What the exercise asks:
From the entries that follow, list every line in which the string "each" appears.

Dataset excerpts:
--

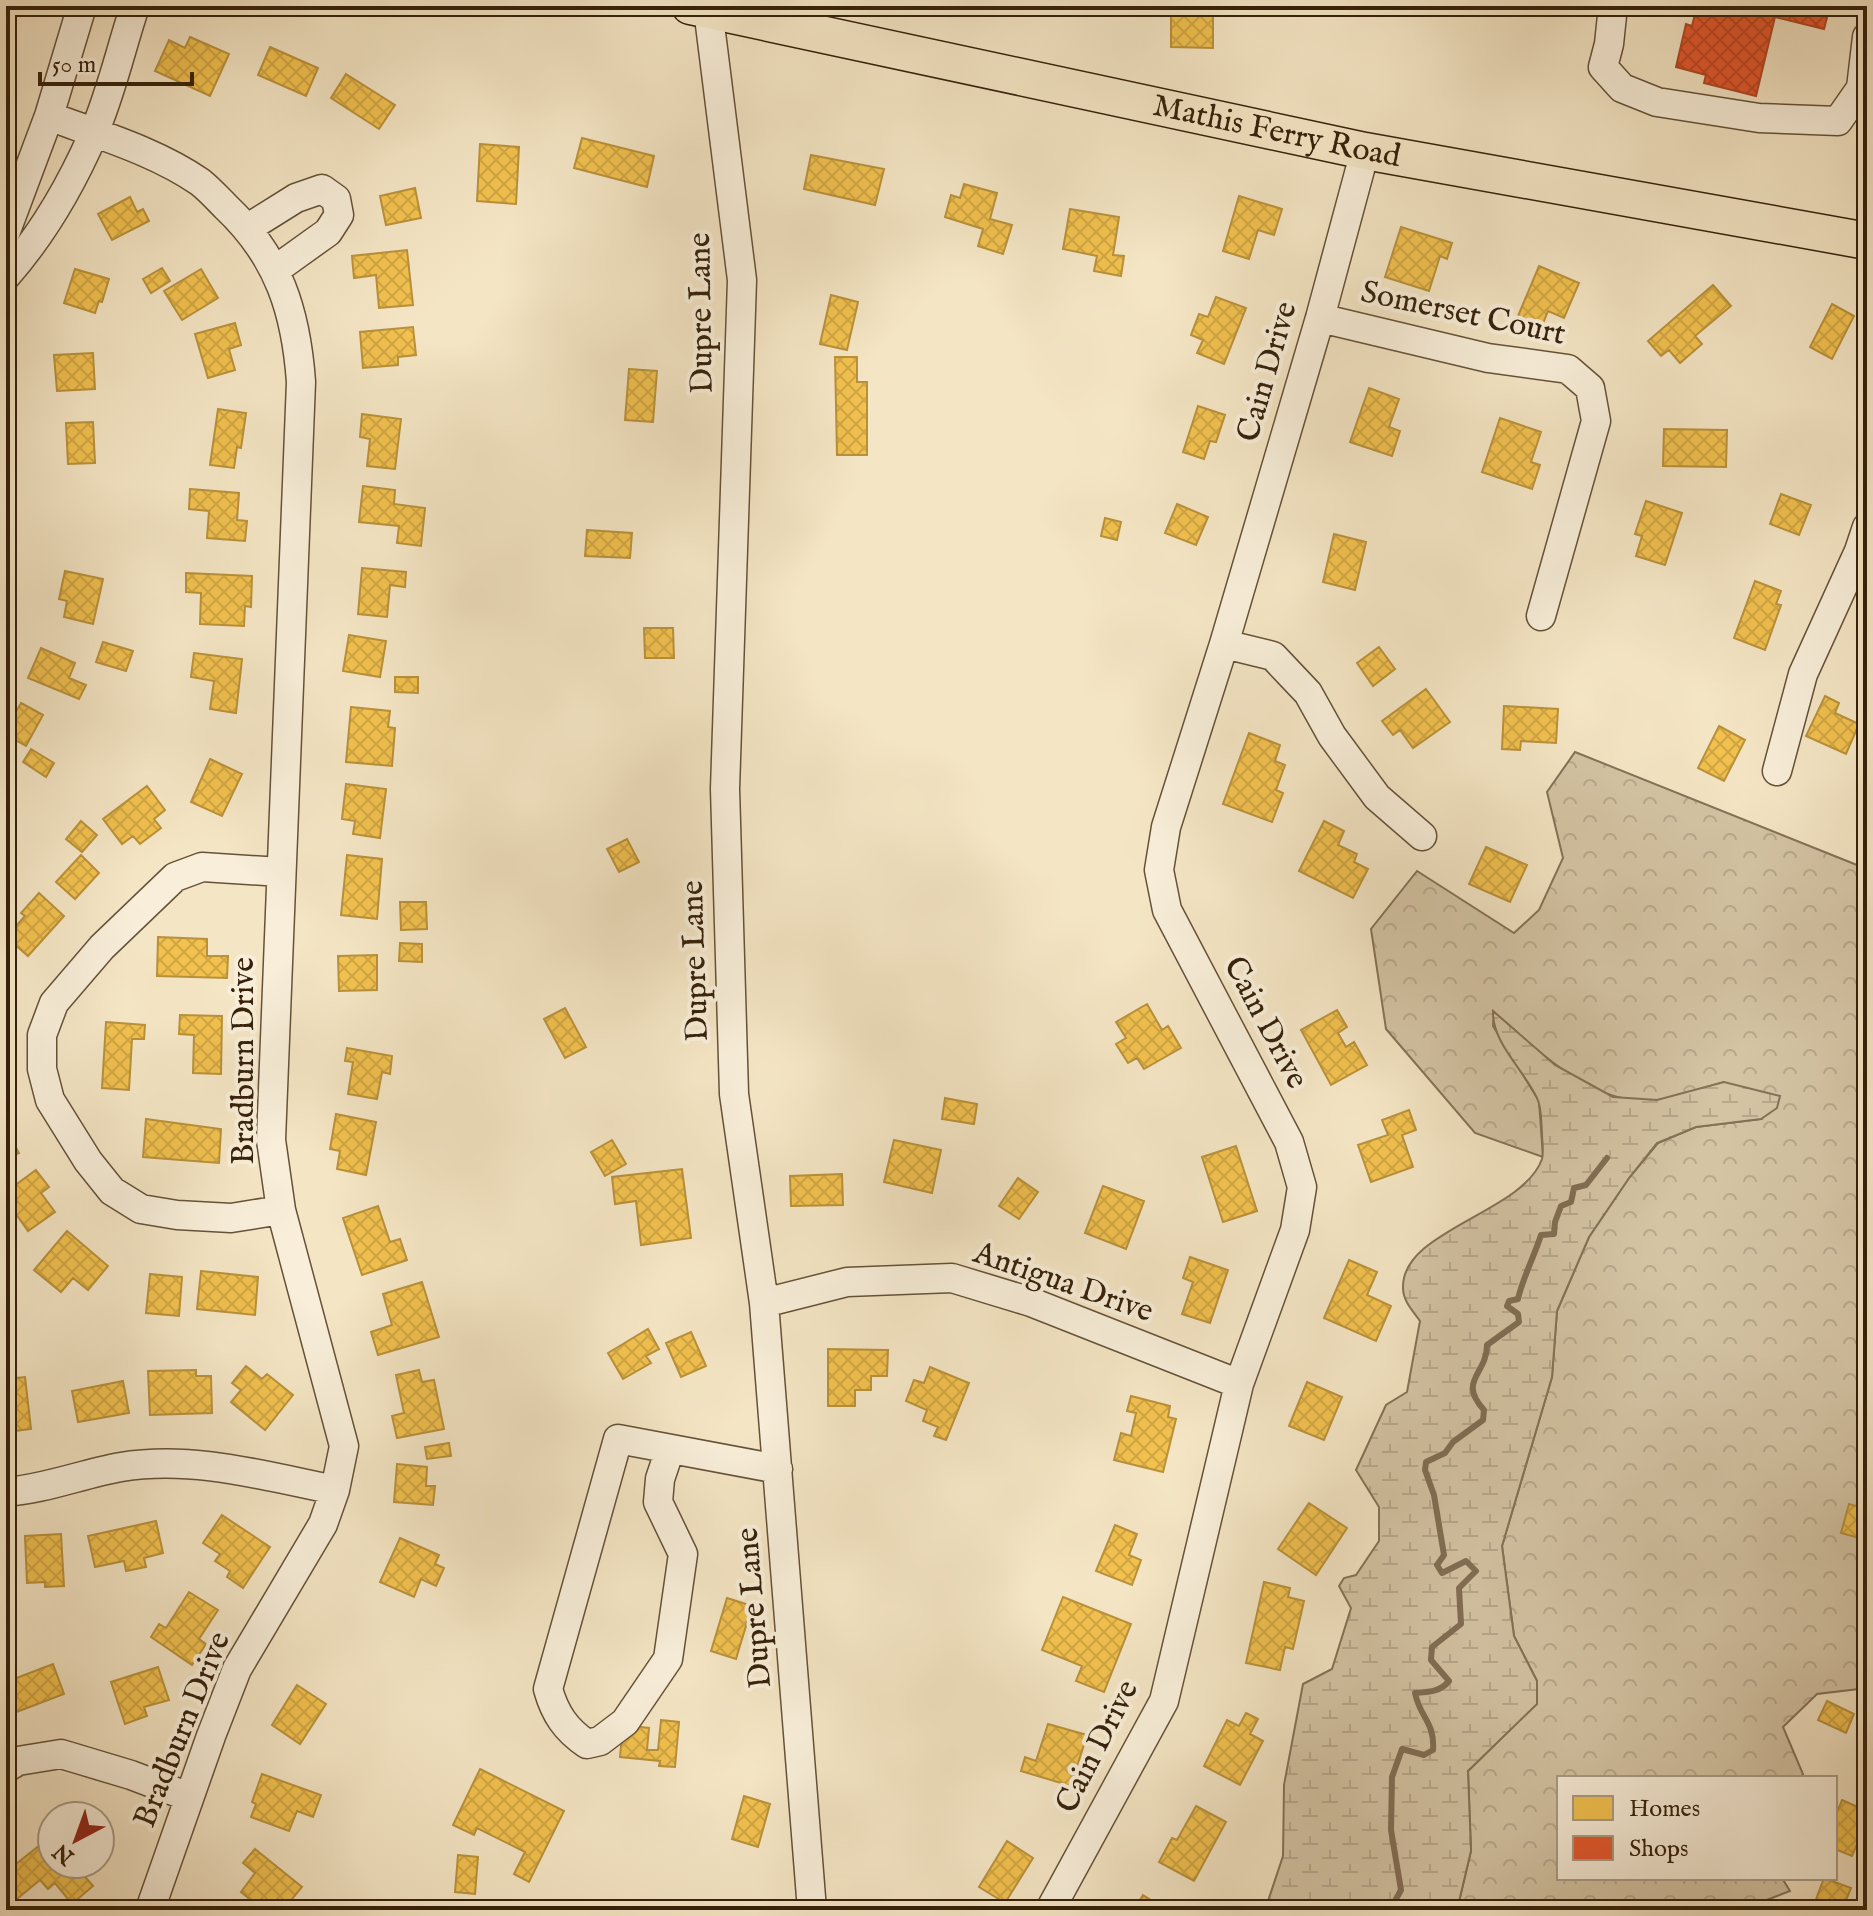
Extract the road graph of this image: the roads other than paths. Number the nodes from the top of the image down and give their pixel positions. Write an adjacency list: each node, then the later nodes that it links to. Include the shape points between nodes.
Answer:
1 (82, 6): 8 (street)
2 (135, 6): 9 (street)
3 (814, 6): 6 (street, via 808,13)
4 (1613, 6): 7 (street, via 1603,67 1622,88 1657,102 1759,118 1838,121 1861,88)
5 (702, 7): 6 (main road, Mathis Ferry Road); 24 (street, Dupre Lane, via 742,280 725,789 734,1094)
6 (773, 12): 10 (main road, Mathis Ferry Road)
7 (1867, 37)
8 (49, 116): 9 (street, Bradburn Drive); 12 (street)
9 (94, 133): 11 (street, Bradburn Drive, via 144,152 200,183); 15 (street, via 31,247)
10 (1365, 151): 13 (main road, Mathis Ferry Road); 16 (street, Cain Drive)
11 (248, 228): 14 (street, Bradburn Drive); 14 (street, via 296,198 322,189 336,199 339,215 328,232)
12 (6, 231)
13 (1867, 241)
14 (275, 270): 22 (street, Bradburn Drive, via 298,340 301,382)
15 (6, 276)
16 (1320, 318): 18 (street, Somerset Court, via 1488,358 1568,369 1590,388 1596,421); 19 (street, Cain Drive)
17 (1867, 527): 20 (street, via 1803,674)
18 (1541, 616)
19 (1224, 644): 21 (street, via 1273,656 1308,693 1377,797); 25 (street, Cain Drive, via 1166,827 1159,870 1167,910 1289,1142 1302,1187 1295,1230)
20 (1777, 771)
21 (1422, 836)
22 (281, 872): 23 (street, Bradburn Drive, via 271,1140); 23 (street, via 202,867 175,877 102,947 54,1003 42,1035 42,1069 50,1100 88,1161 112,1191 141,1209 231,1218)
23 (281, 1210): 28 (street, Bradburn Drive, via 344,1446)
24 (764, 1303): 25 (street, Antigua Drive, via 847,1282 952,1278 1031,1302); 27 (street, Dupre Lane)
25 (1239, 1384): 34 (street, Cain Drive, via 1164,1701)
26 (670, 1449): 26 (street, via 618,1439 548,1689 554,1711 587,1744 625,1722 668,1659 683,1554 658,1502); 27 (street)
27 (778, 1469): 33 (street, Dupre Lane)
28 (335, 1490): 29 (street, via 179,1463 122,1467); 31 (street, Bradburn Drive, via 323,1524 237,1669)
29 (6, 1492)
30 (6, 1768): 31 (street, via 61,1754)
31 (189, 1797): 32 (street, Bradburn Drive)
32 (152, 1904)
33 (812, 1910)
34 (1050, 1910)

--

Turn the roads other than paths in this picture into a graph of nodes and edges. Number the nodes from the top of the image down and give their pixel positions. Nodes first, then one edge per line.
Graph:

--

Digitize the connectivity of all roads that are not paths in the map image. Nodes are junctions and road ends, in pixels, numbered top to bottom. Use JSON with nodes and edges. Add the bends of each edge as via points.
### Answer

--

Exercise output:
Extract the road graph of this image: the roads other than paths. Number the nodes from the top of the image down and give their pixel positions. Write an adjacency list: each node, then the later nodes that it links to. Include the shape points between nodes.
Digitize the connectivity of all roads that are not paths in the map image. Nodes are junctions and road ends, in pixels, numbered top to bottom. Use JSON with nodes and edges. Add the bends of each edge as via points.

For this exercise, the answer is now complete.